En estos días de ciudad desierta he tenido que espantar muchas veces aquel poema sobre Madrid, Insomnio, de Dámaso Alonso, y llamar a mis rincones. Crecer aquí te hace despegado, generoso con la raíz y descreído con los territorios. Pero Madrid, hoy castigada por la epidemia, Madrid que ha llegado a ser la ciudad del mundo donde más rápidamente avanzaba el virus hasta Nueva York: Madrid desbordada y atónita, me escuece. Cómo no voy a pensar en esto aunque me cuesten tanto los topónimos. Con tanto grito, tan epicentro esas plazas vacías de cuando era niña. Las salas de espera, esas urgencias que nos han recibido siempre para aliviar nuestros diminutos pánicos, atender nuestras llegadas al mundo y acolchar nuestras despedidas.

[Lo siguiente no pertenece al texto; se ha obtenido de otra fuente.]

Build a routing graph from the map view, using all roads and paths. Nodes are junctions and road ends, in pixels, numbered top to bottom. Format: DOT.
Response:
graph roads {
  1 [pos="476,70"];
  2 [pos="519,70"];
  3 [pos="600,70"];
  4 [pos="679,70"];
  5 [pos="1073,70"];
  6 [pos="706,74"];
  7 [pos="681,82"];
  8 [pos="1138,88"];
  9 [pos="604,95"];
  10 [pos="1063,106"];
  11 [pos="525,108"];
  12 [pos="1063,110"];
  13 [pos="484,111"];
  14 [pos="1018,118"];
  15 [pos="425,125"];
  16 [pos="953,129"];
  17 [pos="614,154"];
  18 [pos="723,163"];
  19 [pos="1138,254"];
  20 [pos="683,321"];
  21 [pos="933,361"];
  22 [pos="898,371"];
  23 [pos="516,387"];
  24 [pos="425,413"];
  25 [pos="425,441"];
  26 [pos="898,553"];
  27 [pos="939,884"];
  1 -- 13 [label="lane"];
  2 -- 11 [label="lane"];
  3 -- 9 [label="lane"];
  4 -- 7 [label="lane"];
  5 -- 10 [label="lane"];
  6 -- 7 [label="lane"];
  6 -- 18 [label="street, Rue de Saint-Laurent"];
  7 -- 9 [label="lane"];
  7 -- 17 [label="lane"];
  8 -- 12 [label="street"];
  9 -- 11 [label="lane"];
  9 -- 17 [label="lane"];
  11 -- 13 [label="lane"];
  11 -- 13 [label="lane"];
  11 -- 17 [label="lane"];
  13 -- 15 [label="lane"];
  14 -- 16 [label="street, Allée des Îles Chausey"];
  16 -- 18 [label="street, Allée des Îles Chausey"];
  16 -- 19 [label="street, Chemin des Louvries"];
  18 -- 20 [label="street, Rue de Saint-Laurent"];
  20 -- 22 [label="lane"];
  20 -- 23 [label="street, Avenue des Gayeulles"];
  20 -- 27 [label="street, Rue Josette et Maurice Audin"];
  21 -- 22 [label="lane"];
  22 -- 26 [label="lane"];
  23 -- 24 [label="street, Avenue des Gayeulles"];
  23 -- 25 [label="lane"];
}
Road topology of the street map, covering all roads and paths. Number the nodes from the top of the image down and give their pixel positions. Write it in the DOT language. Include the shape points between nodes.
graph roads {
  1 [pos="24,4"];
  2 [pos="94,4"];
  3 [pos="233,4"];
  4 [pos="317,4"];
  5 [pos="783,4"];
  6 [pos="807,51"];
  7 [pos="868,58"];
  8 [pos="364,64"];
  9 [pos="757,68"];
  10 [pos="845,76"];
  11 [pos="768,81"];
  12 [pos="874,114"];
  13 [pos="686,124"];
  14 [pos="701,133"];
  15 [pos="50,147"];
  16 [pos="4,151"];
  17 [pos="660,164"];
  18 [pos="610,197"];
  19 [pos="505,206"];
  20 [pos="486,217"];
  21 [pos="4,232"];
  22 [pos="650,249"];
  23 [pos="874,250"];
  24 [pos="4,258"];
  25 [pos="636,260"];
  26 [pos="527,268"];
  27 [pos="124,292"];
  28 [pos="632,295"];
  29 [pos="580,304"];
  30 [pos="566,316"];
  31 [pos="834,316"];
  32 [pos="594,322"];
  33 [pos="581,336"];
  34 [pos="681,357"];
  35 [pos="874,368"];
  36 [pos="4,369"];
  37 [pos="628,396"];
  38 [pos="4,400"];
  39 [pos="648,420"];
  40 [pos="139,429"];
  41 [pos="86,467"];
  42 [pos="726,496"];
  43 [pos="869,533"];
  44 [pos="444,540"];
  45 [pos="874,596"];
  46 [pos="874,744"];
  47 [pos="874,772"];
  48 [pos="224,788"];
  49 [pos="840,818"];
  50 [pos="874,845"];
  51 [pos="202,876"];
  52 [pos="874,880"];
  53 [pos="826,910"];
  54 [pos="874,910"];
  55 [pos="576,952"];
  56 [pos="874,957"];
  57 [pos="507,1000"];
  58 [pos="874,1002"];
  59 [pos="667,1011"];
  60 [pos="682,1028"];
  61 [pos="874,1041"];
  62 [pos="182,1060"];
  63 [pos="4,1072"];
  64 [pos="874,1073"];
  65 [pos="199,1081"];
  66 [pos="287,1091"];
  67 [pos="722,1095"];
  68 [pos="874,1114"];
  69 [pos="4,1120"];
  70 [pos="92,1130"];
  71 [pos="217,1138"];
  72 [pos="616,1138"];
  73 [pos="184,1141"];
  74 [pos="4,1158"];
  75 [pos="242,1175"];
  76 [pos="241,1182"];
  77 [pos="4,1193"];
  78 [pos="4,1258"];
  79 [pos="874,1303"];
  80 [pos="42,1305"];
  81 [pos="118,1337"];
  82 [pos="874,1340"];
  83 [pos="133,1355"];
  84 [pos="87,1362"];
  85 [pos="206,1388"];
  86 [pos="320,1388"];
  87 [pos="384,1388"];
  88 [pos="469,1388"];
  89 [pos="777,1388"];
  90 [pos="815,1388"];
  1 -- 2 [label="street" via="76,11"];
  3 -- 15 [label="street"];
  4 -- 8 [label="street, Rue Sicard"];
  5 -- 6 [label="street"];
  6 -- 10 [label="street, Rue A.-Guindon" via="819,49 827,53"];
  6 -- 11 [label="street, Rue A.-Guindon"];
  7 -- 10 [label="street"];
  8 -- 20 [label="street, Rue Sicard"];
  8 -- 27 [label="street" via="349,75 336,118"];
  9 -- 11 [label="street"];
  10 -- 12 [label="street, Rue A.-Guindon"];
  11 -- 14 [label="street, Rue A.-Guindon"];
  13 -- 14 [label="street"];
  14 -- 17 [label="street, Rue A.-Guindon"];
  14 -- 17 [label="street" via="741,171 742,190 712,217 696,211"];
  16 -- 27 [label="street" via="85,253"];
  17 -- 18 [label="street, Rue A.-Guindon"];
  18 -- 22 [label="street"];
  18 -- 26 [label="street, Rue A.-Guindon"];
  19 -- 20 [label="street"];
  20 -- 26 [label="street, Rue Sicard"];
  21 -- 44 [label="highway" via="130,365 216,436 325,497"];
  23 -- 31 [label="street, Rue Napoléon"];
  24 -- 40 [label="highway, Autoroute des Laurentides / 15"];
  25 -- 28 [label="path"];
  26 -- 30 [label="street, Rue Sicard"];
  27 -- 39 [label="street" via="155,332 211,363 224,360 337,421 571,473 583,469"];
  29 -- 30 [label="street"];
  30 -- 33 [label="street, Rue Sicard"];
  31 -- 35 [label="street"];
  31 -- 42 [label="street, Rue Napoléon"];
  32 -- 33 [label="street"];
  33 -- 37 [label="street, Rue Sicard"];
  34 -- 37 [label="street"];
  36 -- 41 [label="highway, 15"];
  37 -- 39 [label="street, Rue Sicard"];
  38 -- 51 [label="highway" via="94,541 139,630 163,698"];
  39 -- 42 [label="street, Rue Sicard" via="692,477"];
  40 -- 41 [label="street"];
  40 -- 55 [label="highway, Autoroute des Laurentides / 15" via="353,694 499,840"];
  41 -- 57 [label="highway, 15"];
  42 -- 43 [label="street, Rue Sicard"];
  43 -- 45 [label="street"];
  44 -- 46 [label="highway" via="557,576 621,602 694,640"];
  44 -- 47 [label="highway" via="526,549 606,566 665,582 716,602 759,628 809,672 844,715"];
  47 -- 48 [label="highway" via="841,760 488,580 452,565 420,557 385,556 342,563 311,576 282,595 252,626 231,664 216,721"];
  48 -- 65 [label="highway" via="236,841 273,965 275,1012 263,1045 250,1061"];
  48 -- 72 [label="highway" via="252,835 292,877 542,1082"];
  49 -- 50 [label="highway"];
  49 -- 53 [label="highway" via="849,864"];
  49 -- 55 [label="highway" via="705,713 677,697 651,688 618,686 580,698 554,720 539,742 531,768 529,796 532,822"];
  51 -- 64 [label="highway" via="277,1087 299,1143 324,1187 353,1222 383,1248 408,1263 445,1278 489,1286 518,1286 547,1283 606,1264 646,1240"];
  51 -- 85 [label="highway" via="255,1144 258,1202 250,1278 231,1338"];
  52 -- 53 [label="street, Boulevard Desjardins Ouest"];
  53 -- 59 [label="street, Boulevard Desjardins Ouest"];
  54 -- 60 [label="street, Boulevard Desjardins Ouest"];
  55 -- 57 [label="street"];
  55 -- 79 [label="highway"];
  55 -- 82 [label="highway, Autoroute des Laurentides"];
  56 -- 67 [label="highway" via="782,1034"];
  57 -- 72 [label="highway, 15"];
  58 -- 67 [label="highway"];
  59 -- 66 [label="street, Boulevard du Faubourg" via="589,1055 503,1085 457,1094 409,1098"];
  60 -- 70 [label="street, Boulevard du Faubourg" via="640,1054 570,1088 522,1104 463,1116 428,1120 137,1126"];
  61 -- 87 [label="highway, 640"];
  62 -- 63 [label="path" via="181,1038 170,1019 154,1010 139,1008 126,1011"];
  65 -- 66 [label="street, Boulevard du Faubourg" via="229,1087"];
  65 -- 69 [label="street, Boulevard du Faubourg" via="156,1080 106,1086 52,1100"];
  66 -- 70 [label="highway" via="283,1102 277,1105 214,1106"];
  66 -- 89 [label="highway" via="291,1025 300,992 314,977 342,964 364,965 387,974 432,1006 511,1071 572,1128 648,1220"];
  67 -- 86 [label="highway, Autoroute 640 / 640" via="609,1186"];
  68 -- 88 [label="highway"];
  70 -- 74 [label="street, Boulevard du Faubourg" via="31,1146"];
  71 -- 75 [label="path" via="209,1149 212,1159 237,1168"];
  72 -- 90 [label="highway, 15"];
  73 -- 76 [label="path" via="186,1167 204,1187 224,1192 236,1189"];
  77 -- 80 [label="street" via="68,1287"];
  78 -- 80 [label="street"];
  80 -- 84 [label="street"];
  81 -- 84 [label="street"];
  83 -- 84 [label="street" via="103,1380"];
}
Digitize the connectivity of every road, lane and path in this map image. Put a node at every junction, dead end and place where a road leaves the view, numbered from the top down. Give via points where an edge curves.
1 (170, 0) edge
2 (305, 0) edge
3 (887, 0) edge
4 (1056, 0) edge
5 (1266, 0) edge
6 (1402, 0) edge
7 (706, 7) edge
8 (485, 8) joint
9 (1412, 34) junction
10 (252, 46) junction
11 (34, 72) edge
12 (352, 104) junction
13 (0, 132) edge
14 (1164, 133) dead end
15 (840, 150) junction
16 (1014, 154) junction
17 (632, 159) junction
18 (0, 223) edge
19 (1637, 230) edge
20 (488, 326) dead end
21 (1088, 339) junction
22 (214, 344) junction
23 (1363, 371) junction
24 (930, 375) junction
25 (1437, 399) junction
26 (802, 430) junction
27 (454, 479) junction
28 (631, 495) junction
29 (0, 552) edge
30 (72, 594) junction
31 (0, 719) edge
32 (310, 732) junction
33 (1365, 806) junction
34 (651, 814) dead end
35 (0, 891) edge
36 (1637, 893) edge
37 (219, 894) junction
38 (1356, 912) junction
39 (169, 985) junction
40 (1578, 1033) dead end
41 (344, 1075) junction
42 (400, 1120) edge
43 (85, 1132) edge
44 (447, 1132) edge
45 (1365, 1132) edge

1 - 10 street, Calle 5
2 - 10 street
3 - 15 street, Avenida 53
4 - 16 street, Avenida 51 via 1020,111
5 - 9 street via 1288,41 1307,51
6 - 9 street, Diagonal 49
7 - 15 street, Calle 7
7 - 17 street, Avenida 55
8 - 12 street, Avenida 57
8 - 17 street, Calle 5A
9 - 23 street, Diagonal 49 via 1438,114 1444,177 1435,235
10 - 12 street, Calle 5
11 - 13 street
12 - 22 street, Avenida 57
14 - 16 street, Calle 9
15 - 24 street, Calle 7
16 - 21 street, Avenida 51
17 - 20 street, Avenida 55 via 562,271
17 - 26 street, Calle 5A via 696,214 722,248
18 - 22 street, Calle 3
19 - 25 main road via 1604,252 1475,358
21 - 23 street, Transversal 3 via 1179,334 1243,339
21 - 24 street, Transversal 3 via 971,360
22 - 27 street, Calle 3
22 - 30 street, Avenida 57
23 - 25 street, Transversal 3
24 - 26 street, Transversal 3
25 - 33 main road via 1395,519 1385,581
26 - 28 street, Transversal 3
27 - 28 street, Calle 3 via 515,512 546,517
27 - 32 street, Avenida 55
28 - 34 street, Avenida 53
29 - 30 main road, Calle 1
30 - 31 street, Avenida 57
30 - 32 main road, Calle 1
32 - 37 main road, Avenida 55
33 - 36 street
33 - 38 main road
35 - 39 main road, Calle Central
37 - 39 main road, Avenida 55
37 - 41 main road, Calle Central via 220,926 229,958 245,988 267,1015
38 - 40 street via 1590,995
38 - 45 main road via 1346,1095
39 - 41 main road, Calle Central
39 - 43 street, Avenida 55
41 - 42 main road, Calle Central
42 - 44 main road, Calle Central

Ánimo, ciudad que tanto nos das y tanto nos quitas. Cuánto cuesta reivindicarte. Madrid de los que no pasaron. Madrid de la rebeldía de los ochenta. Madrid que no descansas. De los paraguas de marzo. Apelo a tus fuerzas.

Qué tontería, si no existes. Ciudad que somos.

Sólo escribo para que no se me olvide la extrañeza de que estás vacía.

Para intuir el placer brutal que pueda ser regresarte.

Es abril y nieva afuera.

Ciudad con la miseria de una guerra perdida:

nos obligaste a amar con furia el porvenir.